YOUR INSTRUCTIONS
Which of the lines below contain the string "edges"? Copy each one.

Collected data entries

+-------+

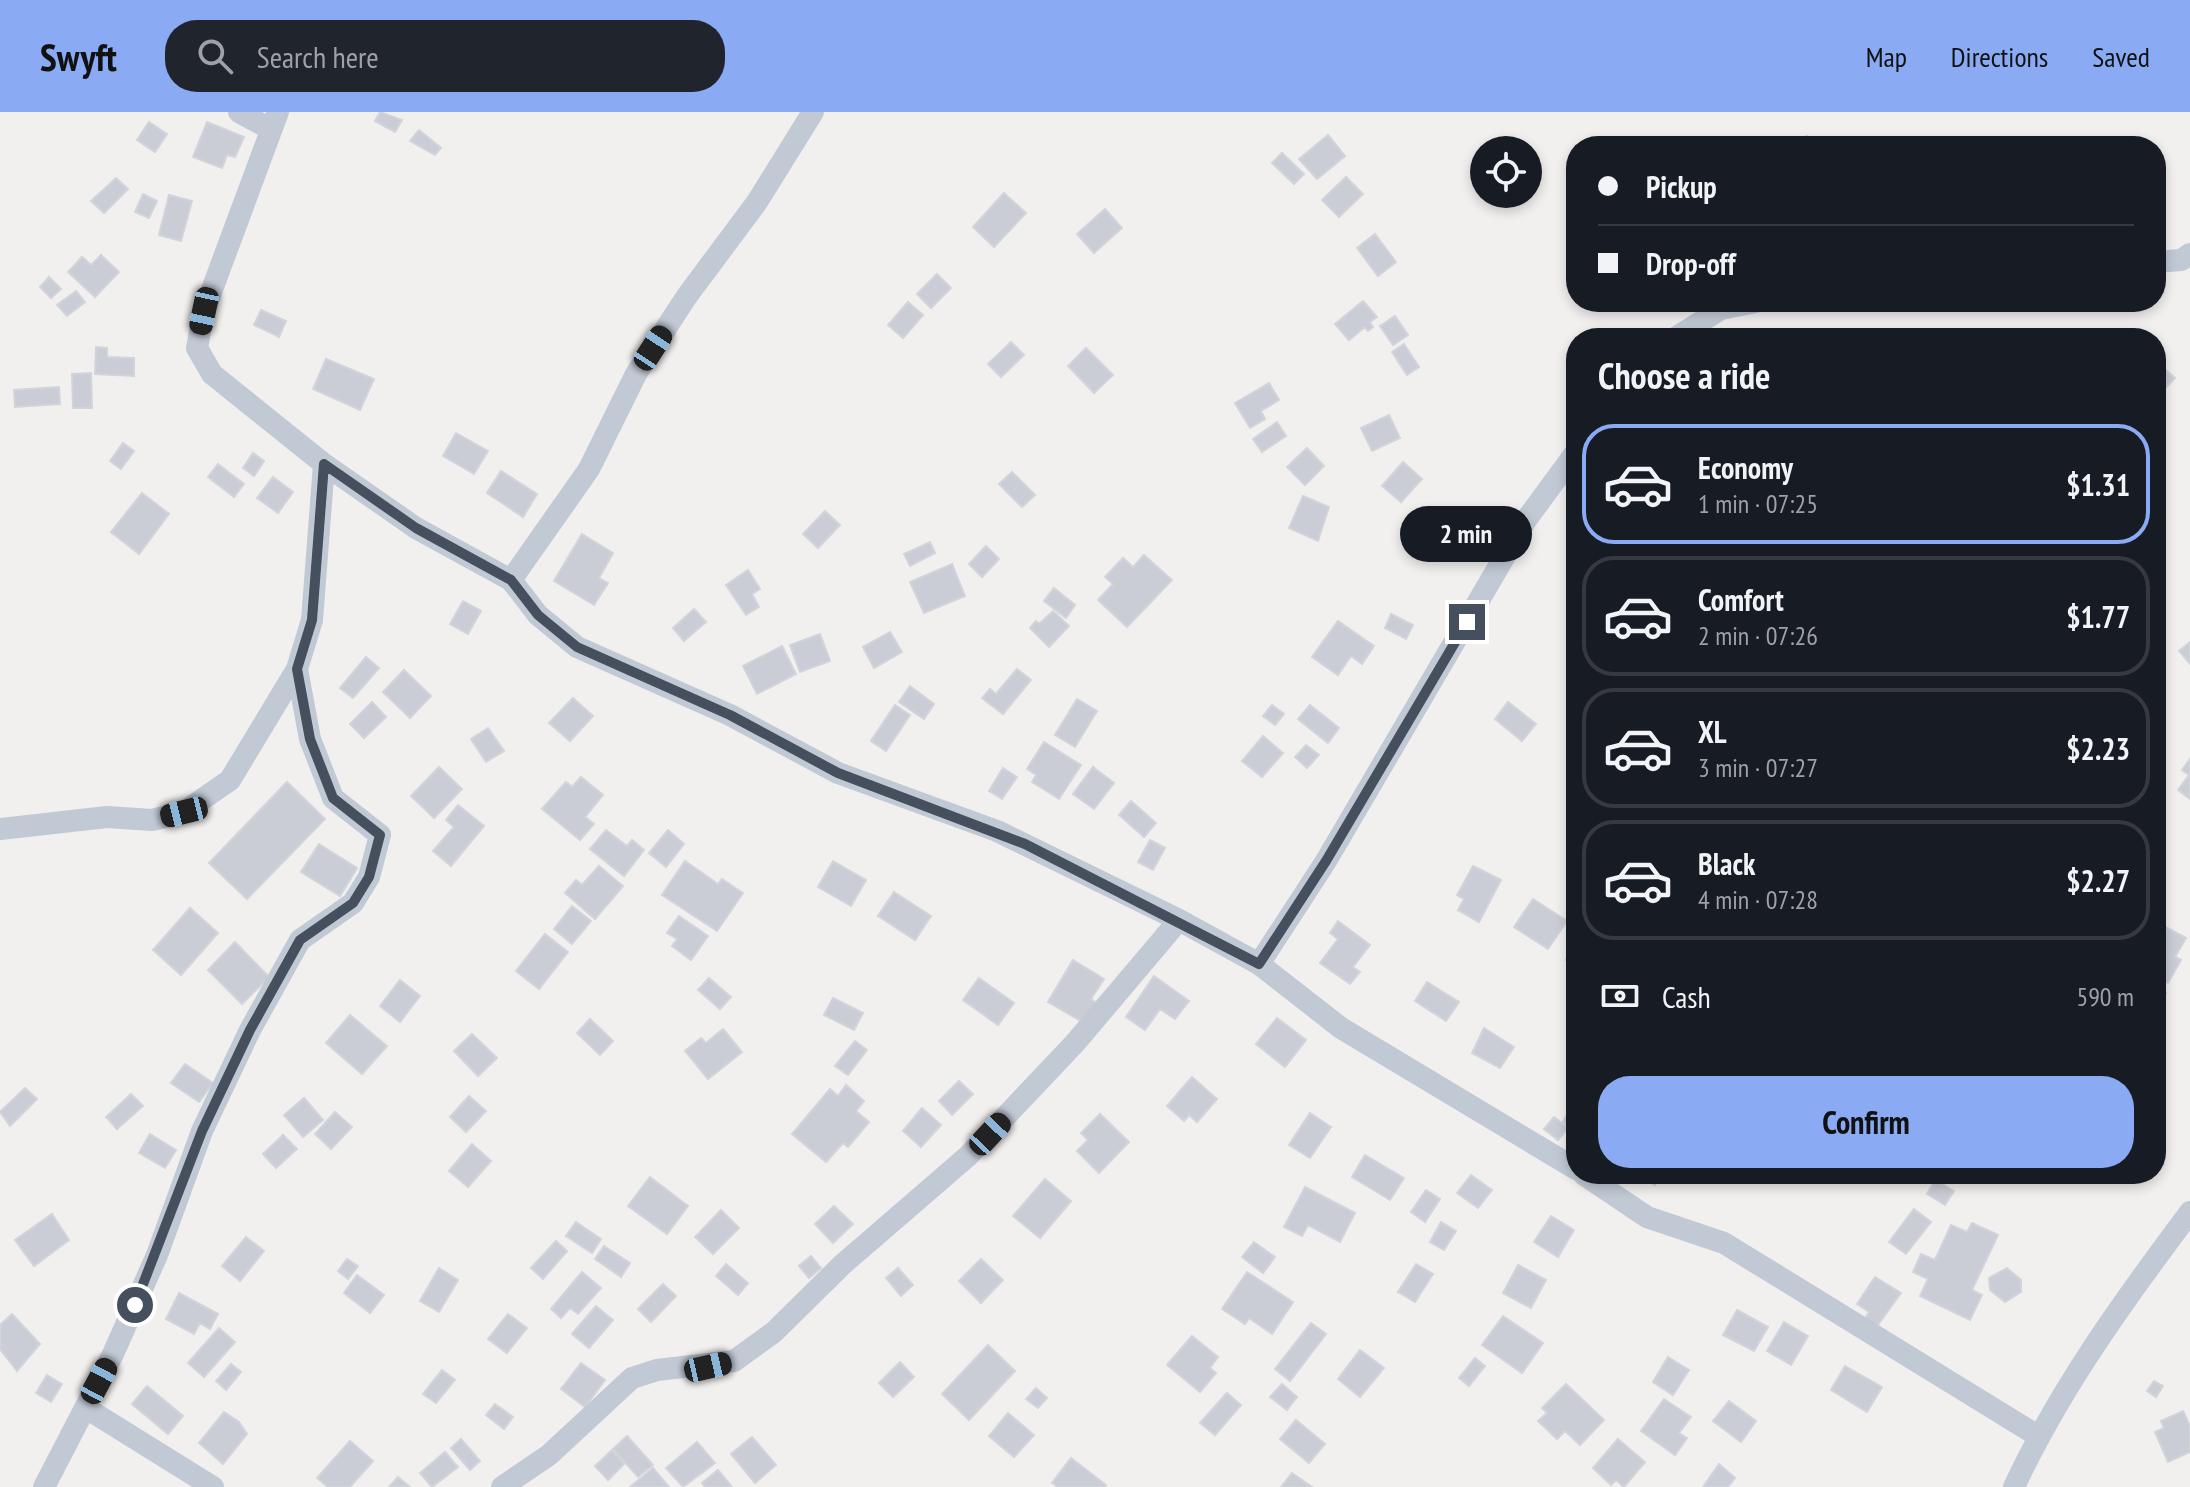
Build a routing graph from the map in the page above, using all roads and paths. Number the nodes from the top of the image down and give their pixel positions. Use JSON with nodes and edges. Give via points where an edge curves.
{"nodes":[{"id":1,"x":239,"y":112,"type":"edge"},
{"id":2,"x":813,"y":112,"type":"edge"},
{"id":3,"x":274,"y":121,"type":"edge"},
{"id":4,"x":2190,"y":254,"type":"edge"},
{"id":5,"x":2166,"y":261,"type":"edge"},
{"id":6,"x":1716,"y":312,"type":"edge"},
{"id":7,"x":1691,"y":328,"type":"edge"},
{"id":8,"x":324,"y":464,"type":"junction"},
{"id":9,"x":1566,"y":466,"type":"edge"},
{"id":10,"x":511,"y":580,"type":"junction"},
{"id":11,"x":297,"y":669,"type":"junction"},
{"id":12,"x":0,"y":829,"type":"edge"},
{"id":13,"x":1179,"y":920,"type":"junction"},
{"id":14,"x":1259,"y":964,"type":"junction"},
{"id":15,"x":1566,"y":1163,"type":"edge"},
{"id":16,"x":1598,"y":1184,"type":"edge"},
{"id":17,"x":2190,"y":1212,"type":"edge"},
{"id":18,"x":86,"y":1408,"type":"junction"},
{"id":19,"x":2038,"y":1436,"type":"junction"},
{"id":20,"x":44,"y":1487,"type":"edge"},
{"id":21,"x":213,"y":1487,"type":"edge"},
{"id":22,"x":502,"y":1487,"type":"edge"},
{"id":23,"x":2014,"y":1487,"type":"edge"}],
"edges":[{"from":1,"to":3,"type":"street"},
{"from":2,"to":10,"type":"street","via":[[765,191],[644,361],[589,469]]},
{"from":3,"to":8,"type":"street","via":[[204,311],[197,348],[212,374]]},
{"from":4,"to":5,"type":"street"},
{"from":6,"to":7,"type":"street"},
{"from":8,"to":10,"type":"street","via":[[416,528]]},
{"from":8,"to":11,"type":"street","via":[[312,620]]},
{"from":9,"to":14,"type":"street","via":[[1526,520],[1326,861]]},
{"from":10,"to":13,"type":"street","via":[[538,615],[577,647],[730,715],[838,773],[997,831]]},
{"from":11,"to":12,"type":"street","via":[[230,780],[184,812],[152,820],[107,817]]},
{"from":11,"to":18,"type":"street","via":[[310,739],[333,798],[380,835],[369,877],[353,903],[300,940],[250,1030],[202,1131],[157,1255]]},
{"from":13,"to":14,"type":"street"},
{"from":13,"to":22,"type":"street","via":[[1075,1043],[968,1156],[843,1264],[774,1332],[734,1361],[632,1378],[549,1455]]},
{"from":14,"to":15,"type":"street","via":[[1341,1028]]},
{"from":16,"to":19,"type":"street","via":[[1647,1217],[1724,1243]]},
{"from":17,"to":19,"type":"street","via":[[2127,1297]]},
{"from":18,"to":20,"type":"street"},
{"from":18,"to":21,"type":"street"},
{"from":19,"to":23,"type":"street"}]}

+-------+

RESPONSE AREA
Build a routing graph from the map in the page above, using all roads and paths. Number the nodes from the top of the image down and give their pixel positions. Use JSON with nodes and edges. Give via points where an edge curves.
"edges":[{"from":1,"to":3,"type":"street"},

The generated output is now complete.